Eight sheets of fabric dipped in latex and suspended in fibre glass hang from the ceiling. They are all roughly human scale, varying between about nine and ten foot in height. Some hover just above the floor whilst others just tickle its surface, one bends at the base, seemingly under the force of its contact with the floor. The fabric dipped in latex tends to reach from about a quarter to three quarters of the sheets entire length. At each end, therefore, is a crumbled, transparent area of fibreglass, which allows light to flood through. Light is able to pierce the more opaque central sections, occasionally working its way through chinks in the fabric or occasionally glowing through an area where the surface is stretched like a membrane.

The process of viewing these objects is both optical and physical. We start by circumnavigating the collective, our attention drawn to the repetition of form and the shifting interrelation of parts, in terms of their materiality and scale. We become aware of both their similarities and their differences. Broadly they are all the same, fitting into the generic description above. Yet the shift in scale and thickness attests to both the natural qualities of the materials and the handmade nature of their production.

Upon circling the whole we are drawn into the constituent parts. There is something deeply seductive about the surface, it is almost irresistibly tangible. We become slightly mesmerised by the shifting qualities of light within and through the surfaces. We are aware of the inherent contradiction in the work. It is seemingly fragile, ephemeral and delicate, yet there is a certain rigidity and weight to the pieces. In spite of their fragility they intimidate us through their scale. There is just enough room for us to move between each sheet, but we dare not. We are both intimidated by the seemingly claustrophobic space and worried about breaking or disturbing the surface and stillness of the forms.

The experience is one of seductive allure and uncomfortable intimidation. The ambiguity of the emotive experience is a paradox, but it is the space between these two psychological registers in which we find the constant framework for our experience. The seduction and intimidation are merely factors, signs, which direct us towards an enveloping sensation of ambiguity and uncertainty.

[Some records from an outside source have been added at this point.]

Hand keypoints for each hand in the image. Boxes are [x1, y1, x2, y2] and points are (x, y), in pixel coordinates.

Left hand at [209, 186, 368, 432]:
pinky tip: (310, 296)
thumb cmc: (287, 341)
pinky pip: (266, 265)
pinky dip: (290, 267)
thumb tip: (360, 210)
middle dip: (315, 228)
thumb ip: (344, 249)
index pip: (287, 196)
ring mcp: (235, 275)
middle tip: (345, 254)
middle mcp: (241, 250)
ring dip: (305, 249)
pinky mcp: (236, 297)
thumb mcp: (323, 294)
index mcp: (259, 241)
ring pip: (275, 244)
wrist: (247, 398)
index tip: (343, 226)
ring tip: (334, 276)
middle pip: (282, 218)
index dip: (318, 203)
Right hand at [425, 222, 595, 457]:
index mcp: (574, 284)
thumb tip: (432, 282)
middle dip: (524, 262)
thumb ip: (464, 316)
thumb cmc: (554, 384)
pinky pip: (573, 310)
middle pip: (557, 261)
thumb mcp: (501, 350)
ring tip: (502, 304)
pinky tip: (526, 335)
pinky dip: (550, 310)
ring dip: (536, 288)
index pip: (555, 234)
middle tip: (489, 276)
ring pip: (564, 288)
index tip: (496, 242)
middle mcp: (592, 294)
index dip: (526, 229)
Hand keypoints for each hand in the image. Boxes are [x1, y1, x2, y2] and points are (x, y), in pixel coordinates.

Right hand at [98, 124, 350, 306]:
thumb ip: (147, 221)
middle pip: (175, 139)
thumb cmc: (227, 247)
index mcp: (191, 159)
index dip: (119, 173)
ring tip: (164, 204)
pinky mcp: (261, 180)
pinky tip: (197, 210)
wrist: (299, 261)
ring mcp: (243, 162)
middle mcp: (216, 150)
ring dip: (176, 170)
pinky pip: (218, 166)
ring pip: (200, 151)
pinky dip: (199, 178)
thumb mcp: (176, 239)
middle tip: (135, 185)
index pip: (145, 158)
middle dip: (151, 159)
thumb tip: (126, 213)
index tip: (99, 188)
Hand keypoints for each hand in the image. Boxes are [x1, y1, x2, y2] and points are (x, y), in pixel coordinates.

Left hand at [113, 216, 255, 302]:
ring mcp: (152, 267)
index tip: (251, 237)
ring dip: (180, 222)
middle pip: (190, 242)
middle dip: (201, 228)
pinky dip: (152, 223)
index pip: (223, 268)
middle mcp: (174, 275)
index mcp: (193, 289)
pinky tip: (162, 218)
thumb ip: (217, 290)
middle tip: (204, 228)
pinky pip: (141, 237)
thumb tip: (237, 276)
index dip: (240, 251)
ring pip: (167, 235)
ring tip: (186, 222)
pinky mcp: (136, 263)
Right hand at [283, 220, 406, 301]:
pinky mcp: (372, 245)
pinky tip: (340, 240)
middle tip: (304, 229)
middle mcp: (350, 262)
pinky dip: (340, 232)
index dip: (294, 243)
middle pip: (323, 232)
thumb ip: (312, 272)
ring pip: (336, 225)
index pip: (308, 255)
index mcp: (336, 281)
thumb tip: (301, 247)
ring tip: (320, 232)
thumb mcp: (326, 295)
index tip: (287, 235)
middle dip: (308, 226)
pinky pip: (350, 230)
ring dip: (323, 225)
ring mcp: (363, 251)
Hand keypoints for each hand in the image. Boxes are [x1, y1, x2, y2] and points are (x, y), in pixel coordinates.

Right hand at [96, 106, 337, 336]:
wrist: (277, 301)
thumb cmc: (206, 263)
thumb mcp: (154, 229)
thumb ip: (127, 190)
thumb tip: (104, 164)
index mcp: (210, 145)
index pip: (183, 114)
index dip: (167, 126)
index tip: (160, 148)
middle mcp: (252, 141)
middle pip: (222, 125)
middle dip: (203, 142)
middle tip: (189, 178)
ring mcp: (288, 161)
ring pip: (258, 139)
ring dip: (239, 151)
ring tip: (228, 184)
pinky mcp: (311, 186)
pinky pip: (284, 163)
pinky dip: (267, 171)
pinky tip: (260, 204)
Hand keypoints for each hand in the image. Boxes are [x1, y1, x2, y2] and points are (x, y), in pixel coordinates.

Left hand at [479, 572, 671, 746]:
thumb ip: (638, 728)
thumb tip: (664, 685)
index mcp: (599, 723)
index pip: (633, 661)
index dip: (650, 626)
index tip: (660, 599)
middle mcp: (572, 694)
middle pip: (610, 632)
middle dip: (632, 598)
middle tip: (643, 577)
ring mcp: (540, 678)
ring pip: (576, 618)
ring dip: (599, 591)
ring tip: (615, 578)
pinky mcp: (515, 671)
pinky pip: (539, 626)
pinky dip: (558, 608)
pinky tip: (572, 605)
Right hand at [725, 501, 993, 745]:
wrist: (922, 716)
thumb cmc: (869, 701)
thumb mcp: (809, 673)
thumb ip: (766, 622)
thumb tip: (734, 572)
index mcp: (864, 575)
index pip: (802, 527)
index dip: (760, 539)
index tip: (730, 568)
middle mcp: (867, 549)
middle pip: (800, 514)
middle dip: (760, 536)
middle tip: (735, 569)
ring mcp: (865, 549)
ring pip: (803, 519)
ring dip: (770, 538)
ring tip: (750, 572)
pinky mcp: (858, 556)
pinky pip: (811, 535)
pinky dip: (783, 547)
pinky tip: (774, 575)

We can almost drown in the multiple associations these eight hanging sheets induce, almost all of which are anthropomorphic. They appear like dresses, beautiful fabrics weighting for the final tailoring of the designer. The whole reads like some mystical clothes line, with static forms seemingly capable of blowing in the wind. They are flayed skins, the trophies of some ritualistic torture or punishment. They are hanging carcasses of some unknown animal, the display room of a butchers of some unknown abattoir. They are sheets of honeycomb glowing and in the process of decaying or vague resemblances of bodily forms floating just above the ground. The rough human scale, the sense of skin in the surface, the fragility of the materiality’s, the translucency of the parts reading like autumn leaves held up to the sun. It is all of these properties which lead to us making such human associations.

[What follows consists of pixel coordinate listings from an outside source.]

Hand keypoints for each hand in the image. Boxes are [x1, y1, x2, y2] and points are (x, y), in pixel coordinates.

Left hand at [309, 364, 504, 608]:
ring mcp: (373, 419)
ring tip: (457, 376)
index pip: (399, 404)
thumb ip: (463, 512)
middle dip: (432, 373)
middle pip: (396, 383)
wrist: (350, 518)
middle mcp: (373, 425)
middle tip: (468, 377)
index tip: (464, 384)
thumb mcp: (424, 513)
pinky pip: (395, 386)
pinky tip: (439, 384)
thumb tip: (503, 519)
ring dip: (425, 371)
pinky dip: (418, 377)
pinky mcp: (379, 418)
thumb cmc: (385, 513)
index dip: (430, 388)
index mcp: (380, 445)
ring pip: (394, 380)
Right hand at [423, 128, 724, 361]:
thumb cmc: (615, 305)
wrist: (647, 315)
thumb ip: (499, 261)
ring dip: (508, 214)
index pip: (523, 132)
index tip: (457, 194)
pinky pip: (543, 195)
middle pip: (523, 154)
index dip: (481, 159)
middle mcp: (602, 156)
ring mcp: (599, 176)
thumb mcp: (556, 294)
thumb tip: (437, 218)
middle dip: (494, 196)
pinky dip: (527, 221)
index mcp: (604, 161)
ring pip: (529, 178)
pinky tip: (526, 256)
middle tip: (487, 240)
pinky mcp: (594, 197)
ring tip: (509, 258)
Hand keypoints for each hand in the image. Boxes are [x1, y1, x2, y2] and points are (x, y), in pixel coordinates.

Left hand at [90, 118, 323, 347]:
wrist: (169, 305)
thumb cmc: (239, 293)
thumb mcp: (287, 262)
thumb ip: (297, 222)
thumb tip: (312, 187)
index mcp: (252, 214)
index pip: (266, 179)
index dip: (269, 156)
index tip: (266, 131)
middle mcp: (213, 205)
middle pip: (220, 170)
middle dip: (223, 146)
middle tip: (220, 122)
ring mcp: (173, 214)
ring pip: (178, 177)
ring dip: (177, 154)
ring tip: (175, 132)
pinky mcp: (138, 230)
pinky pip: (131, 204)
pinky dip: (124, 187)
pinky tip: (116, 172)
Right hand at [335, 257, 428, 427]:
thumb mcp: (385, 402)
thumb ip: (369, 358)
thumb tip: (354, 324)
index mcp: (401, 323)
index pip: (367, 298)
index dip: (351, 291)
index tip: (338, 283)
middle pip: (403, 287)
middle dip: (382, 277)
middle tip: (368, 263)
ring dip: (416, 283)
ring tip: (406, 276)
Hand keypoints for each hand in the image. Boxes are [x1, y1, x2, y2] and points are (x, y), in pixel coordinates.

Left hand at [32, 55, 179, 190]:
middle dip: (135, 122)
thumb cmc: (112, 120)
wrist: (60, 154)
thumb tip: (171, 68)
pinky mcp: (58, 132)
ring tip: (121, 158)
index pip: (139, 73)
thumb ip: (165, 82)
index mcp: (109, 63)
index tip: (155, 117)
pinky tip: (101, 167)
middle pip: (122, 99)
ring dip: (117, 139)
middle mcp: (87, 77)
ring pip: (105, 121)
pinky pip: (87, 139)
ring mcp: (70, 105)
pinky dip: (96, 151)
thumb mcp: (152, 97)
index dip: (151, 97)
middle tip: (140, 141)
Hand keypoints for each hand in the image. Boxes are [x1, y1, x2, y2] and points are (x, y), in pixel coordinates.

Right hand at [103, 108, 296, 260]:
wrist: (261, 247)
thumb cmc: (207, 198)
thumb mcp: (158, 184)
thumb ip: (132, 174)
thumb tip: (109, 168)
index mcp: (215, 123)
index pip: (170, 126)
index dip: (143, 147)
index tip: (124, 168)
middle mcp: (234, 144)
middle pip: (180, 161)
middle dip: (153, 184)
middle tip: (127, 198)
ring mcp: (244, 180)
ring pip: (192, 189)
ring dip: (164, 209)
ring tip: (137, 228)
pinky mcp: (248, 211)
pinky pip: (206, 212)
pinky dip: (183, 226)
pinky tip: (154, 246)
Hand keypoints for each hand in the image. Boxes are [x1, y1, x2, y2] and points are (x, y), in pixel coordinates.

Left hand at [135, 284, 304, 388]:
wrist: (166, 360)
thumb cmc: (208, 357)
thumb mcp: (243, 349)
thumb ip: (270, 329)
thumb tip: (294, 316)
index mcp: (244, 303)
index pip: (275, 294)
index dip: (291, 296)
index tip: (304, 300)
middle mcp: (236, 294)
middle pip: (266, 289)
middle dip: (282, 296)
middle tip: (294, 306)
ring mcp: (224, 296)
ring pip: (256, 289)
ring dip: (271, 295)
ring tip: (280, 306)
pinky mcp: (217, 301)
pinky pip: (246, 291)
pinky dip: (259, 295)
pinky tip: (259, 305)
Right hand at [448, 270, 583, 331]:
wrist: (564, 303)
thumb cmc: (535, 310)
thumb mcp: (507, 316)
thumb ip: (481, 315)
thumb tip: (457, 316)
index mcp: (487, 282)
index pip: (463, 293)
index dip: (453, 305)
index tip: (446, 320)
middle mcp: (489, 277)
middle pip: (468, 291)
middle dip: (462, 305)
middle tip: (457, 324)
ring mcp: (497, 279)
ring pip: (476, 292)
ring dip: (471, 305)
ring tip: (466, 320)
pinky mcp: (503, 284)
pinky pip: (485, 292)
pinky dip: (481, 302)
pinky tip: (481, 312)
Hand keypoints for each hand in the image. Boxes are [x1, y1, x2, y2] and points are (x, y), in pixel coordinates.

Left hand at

All of these associations have an inherent contradiction. They attest to the material beauty of the surfaces and forms and the seemingly horrific associations of the whole. Somewhere in this dialogue lies the works meaning.

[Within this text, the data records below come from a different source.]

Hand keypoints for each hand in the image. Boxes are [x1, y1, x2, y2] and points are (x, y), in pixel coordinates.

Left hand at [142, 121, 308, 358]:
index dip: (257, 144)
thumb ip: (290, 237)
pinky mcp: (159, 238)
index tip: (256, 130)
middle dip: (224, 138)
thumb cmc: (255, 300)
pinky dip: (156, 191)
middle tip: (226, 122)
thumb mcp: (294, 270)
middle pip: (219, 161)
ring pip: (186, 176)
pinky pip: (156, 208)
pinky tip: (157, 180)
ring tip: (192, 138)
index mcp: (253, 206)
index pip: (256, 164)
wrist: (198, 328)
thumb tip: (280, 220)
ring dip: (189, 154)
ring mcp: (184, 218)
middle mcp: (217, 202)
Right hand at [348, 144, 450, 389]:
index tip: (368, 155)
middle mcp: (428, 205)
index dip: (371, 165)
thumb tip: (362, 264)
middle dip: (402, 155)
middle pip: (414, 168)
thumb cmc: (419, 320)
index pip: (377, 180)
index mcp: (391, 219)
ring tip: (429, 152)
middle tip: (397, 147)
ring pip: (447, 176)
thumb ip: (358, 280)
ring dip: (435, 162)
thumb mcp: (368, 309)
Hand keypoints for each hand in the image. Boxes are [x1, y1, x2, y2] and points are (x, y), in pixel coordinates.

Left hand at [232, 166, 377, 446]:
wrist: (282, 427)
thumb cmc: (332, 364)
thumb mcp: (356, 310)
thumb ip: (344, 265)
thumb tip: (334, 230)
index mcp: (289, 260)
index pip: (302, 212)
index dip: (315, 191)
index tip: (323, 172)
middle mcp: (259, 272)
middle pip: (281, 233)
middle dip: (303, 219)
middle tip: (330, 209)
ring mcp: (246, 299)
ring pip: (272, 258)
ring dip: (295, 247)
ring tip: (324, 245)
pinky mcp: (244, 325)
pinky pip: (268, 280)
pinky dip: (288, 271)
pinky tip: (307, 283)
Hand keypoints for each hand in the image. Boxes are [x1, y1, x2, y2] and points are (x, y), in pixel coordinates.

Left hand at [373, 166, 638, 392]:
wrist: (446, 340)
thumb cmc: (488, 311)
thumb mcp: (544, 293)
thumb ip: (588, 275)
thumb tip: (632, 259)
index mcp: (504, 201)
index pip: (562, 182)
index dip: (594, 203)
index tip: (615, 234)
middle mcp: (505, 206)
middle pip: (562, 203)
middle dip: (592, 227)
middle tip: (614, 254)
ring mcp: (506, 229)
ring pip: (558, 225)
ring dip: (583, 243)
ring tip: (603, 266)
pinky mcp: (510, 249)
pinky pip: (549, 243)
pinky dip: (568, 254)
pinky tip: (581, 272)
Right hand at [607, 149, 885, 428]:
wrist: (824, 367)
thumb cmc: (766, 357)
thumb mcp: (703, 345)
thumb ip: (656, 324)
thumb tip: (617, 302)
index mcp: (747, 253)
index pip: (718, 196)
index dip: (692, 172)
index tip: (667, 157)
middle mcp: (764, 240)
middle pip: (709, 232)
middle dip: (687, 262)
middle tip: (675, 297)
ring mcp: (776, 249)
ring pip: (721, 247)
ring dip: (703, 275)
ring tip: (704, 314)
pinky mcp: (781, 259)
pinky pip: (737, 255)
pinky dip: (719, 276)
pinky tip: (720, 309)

‘Contingent’ (1969) is one of Eva Hesse’s most iconic works, completed not long before she became terminally ill. The above readings make more sense when placed in the wider context of her production. She had a continued fascination with fragile and ephemeral materials. She liked having fun with the ability to transform materials, playing against their natural quality. She used surface and form to play linguistic games, situating her sculptures in position where visual slippage was possible. A form might read both as an internal organ and a phallus. The ambiguity caused by this, leaving us feeling uncertain and possibly uncomfortable was crucial to her practise. The potential for the repetition or doubling of the sign was often central to creating this ambiguity, creating a sense of the absurd in her work. She was certainly consciously looking for the absurd, we only need to look ‘Hang Up’ (1965-6) to realise this. Her work was imbued with a humour, sexuality and sensitivity, all of which point towards a poetic sensibility.

Situating Hesse’s work into a wider context can also be helpful. The label ‘Post Minimalism’ is often applied to Hesse. It does not give a conclusive picture of her practise, but it does point to a interesting relationship with the minimalism of the recent past. As Lippard points out, Hesse takes a number of the devices and approaches of minimalism and uses them to new ends. Industrial materials are used, but handmade rather than made to order. Repetition is taken on, but the play on subtle differences becomes as importance as the exactitude of repetition is to the minimalists such as Judd. For all Judd’s celebrations of a materials natural properties we have Hesse’s celebration of the ability to transform a material into a state which goes against its natural suggestions and being.

Hesse’s work is certainly no cynical deconstruction and critical commentary on Judd et al. Rather it attests to the evolutionary quality of art, where one artist takes ideas from another and positions them in a new context, both at the stage of production and consumption. Hesse’s work also happens to throw new light on artists such as Judd, showing up the inaccuracies of much of the criticism and ideology surrounding the work. For all the singularity and visual purity of Judd’s specific object, there remains a definite spatial ambiguity to his practise which becomes more apparent when we have seen Hesse’s work.

It would be wrong to harness Hesse merely as a tool to reinvestigate minimalist work. Equally it would be wrong to project certain biographical details of Hesse’s life, which has been done excessively, onto the sculptures. They have an independence which is above and beyond this.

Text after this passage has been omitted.